Cuando el presidente Gólubiev, el partorg Kilin y Chonkin a su zaga llegaron al lugar del suceso fue para contemplar un espectáculo único e inolvidable. Amalgamados en un todo, los asistentes al mitin habían conseguido constituir una especie de gigantesco pólipo dotado de innumerables cabezas, brazos y piernas que emitía sonidos zumbantes y, estremeciéndose agitadamente con todas sus cabezas y sus extremidades, parecía empeñado en arrancar algo de su propio seno. Las personas que antes constituían entidades físicas eran ahora reconocibles sólo en forma parcial y hasta monstruosa. A Gólubiev se le pusieron de punta los escasos pelos de la cabeza al ver a Stepán Frólov, que intentaba emerger del amasijo humano, dotado de unos pechos femeninos que, tras un examen más detenido, resultaron ser de Taika Górshkova. Dos piernas ampliamente separadas, que mostraban botas de lona en los extremos, pugnaban por recuperar su natural vecindad, mientras que una tercera, la pernera de cuyo pantalón aparecía arremangada, erguía verticalmente su desnudez como una antena, y exhibía, entre tobillo y rodilla, un lívido tatuaje difuminado por el tiempo con la leyenda «Pierna derecha».

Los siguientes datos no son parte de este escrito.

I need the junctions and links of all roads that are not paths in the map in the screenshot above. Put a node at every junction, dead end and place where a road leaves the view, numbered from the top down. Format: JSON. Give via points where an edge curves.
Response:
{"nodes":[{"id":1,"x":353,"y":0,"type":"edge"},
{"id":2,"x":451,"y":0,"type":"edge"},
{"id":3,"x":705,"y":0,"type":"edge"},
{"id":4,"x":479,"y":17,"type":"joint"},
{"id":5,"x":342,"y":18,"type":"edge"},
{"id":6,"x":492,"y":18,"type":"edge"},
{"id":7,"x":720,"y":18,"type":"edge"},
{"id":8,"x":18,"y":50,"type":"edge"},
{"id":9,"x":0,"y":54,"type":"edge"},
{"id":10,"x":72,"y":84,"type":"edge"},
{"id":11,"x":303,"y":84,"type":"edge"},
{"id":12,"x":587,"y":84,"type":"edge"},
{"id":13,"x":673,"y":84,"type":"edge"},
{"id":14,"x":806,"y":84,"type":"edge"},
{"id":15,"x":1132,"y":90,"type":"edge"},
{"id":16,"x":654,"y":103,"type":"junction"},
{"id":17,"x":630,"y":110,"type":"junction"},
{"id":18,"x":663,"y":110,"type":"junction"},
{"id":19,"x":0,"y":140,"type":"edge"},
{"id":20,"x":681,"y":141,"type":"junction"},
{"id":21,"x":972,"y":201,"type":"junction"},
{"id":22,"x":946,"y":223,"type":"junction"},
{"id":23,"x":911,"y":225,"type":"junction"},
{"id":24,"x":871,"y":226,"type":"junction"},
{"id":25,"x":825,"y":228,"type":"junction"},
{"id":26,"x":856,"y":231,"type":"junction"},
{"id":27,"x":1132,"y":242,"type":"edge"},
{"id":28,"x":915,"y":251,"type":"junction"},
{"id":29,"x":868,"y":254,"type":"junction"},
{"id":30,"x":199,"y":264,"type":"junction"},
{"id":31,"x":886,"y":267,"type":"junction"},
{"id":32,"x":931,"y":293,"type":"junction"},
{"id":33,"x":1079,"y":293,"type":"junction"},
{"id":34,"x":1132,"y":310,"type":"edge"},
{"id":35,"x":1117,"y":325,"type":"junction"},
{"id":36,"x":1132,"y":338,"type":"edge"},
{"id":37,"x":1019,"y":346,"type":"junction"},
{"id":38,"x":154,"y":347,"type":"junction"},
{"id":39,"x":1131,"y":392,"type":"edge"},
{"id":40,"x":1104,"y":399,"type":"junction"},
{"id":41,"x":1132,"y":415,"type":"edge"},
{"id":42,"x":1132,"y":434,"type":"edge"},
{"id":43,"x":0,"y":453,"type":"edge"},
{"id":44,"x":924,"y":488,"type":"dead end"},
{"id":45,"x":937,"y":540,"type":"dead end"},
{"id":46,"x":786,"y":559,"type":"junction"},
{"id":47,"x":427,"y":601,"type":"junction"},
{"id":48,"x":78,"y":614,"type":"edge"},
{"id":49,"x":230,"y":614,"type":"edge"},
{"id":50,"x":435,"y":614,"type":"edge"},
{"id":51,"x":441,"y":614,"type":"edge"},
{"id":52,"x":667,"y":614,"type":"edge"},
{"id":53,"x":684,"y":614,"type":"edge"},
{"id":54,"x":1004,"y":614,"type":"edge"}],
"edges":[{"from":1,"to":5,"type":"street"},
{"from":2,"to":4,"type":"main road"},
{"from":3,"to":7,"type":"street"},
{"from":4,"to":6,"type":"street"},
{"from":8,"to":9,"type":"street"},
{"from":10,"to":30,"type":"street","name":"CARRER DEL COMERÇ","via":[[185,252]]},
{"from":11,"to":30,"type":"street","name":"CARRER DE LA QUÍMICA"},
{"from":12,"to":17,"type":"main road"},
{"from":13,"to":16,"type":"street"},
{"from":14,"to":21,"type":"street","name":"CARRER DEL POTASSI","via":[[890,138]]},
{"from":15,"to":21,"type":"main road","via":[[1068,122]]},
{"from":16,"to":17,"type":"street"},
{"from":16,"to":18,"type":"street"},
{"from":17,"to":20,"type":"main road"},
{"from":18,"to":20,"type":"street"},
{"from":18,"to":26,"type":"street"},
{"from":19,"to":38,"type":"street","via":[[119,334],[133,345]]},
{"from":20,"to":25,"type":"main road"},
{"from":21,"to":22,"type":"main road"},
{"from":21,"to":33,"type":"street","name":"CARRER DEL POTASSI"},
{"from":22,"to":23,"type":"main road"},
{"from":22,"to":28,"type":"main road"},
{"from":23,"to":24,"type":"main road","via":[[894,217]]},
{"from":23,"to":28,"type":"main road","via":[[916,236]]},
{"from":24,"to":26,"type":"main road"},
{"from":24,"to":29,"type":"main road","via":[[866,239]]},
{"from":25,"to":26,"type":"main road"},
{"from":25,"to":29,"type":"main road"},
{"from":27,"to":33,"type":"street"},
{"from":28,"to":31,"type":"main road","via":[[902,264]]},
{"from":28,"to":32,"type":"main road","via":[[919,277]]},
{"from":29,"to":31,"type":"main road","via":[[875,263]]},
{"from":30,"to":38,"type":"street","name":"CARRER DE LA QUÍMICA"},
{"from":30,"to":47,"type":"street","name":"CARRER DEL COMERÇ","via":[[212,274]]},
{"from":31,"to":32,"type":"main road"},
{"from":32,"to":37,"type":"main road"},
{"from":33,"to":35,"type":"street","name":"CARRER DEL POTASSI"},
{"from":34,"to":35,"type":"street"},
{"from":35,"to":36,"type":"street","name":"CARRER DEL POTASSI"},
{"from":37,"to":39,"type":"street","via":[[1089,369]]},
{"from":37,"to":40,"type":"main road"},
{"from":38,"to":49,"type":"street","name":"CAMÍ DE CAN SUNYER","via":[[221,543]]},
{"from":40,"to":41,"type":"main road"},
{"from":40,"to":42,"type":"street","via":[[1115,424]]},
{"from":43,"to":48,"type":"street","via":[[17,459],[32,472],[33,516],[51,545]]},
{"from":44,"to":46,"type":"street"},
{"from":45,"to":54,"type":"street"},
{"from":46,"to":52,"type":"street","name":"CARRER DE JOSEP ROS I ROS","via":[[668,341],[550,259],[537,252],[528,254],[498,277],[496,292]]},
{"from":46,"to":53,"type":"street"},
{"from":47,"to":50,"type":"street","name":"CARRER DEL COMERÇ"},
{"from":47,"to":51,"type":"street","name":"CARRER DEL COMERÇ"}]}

La deplorable estampa había sido complementada por la aparición de los perros que, procedentes de los cuatro extremos de la aldea, rondaban la barahúnda general ladrando con desesperación. Para su sorpresa, Chonkin distinguió entre ellos al jabalí Borka, que corría, gruñía y chillaba mejor que los demás, como tratando de demostrar su supremacía sobre los canes.
No lejos de allí encontró Chonkin a su amigo Gládishov dedicado a contemplar la refriega cuyos excesos observaba, las manos tras la espalda, dolorido por la conducta de sus convecinos.
—Ahí tienes, Iván, algo que muestra gráficamente la procedencia de ese animal que en su vanidad se autodenomina hombre.
Y miró a Chonkin, agitando apesadumbradamente la cabeza. Momento en el cual el pólipo humano vomitó contra los pies del seleccionador una pastilla de jabón casi desmigajada.
—He aquí el objeto de tal degradación humana —dijo Gládishov señalando el motivo del infortunio, que empujó desdeñosamente con la puntera del zapato.
Luego comenzó a alejarse dando puntapiés al pedazo de jabón con ese aire ausente que, a veces, caracteriza a los sabios. Pero apenas había avanzado cinco pasos cuando, con un salto lateral, un rapaz se arrojó sobre el miserable despojo que Gládishov pateaba, lo tomó al vuelo y, tras zafarse de la ruda mano que el seleccionador adelantó hacia él, salió corriendo.
—Ahí tienes a nuestra juventud —comentó Gládishov volviéndose hacia Chonkin—, la que ha de relevarnos y constituye nuestra esperanza… ¡Cría cuervos! Mientras el enemigo cae pérfidamente sobre la patria y la gente da su vida por defenderla, viene un golfo y le arrebata a un anciano lo poco que la suerte le había reservado.
Y, exhalando un profundo suspiro, Gládishov se caló el sombrero hasta los ojos con la vana esperanza de que el destino le deparase un nuevo obsequio.